_EXERCISE BRIEF_
Scan the listing below for the string "pixels" and copy each line where it turns up.
──────── DATA EXTRACT
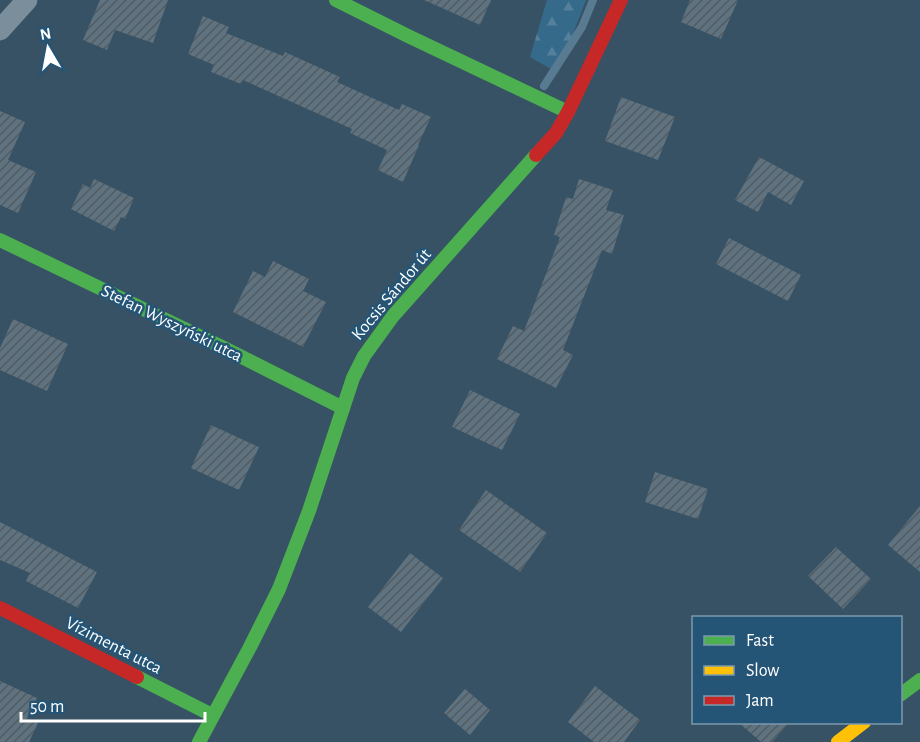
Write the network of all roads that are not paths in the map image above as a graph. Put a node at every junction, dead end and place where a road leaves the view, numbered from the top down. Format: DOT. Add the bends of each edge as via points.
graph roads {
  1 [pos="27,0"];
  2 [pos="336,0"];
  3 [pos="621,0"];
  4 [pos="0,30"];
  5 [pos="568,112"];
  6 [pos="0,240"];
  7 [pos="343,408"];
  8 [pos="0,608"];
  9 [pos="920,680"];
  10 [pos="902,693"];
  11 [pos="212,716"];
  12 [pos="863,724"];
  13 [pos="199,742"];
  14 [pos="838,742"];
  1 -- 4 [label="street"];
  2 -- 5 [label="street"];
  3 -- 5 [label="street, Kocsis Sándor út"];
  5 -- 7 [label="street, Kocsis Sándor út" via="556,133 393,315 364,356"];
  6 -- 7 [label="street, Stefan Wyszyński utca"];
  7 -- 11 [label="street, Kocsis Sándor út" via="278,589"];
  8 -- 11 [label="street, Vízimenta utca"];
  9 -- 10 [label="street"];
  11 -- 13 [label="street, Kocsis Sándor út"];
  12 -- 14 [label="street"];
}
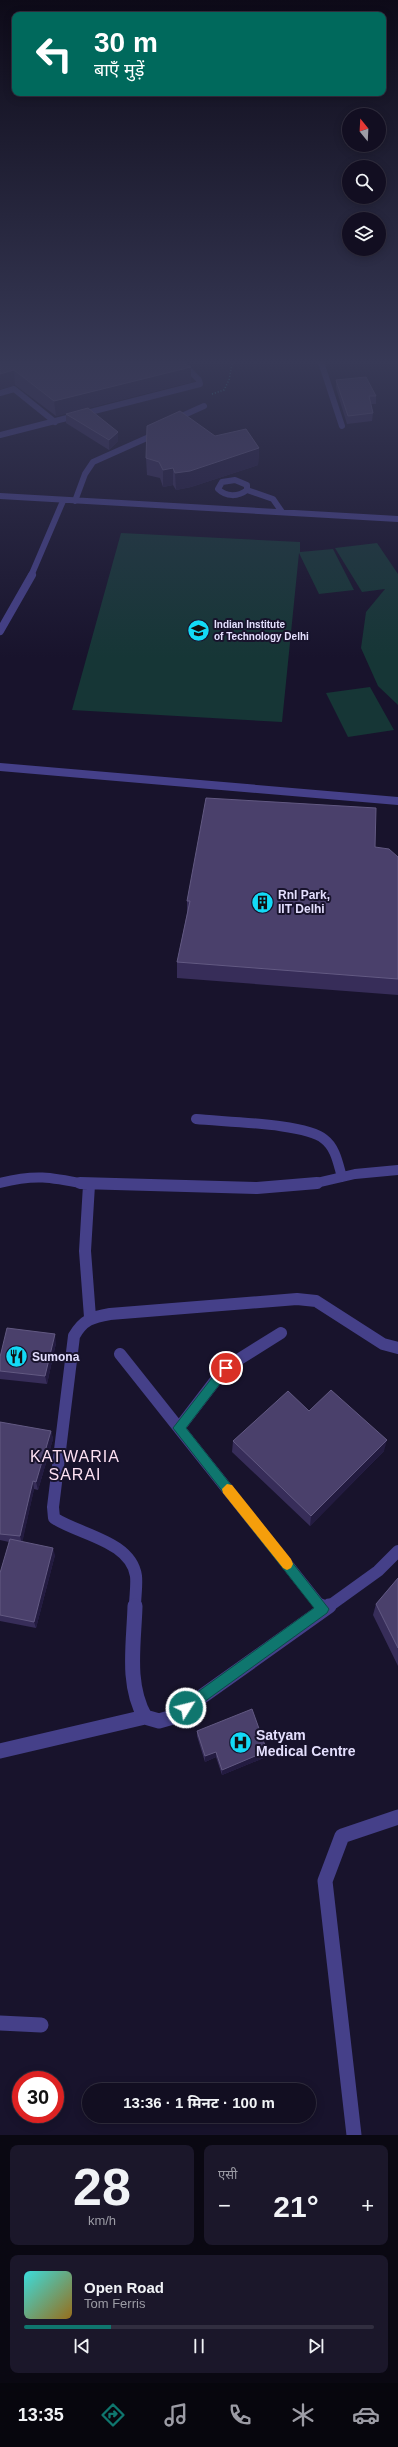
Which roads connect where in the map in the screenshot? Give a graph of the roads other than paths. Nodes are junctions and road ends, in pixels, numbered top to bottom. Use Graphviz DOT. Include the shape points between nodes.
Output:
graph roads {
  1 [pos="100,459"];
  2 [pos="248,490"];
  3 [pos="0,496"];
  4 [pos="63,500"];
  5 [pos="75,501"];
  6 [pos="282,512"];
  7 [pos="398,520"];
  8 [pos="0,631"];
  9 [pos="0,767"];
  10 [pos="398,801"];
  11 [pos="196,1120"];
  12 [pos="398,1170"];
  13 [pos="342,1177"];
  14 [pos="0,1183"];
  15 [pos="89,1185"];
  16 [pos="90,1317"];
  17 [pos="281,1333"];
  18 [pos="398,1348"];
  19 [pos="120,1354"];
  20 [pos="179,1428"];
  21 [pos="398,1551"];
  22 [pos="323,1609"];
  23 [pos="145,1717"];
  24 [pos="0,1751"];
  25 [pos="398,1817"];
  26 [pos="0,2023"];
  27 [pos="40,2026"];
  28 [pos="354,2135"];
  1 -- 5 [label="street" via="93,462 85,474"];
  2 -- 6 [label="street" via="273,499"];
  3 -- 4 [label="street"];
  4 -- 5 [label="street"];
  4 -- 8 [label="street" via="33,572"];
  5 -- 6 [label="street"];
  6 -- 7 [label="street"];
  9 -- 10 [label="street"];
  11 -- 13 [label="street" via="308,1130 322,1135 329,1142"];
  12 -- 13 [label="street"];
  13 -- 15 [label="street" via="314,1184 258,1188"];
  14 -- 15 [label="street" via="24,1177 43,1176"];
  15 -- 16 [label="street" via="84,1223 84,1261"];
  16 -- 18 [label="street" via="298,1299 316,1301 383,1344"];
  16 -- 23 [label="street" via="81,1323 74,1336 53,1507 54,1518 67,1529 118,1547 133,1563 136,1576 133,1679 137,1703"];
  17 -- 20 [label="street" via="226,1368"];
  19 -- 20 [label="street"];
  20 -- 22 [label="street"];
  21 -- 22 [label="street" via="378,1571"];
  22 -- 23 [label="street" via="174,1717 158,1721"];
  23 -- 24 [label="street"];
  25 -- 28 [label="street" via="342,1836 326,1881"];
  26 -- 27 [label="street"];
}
────────────────
──────── DATA EXTRACT
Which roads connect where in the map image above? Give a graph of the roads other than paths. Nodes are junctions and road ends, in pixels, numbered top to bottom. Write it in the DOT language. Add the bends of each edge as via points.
────────────────
_ANSWER SECTION_
Which roads connect where in the map in the screenshot? Give a graph of the roads other than paths. Nodes are junctions and road ends, in pixels, numbered top to bottom. Use Graphviz DOT. Include the shape points between nodes.
Which roads connect where in the map image above? Give a graph of the roads other than paths. Nodes are junctions and road ends, in pixels, numbered top to bottom. Write it in the DOT language. Add the bends of each edge as via points.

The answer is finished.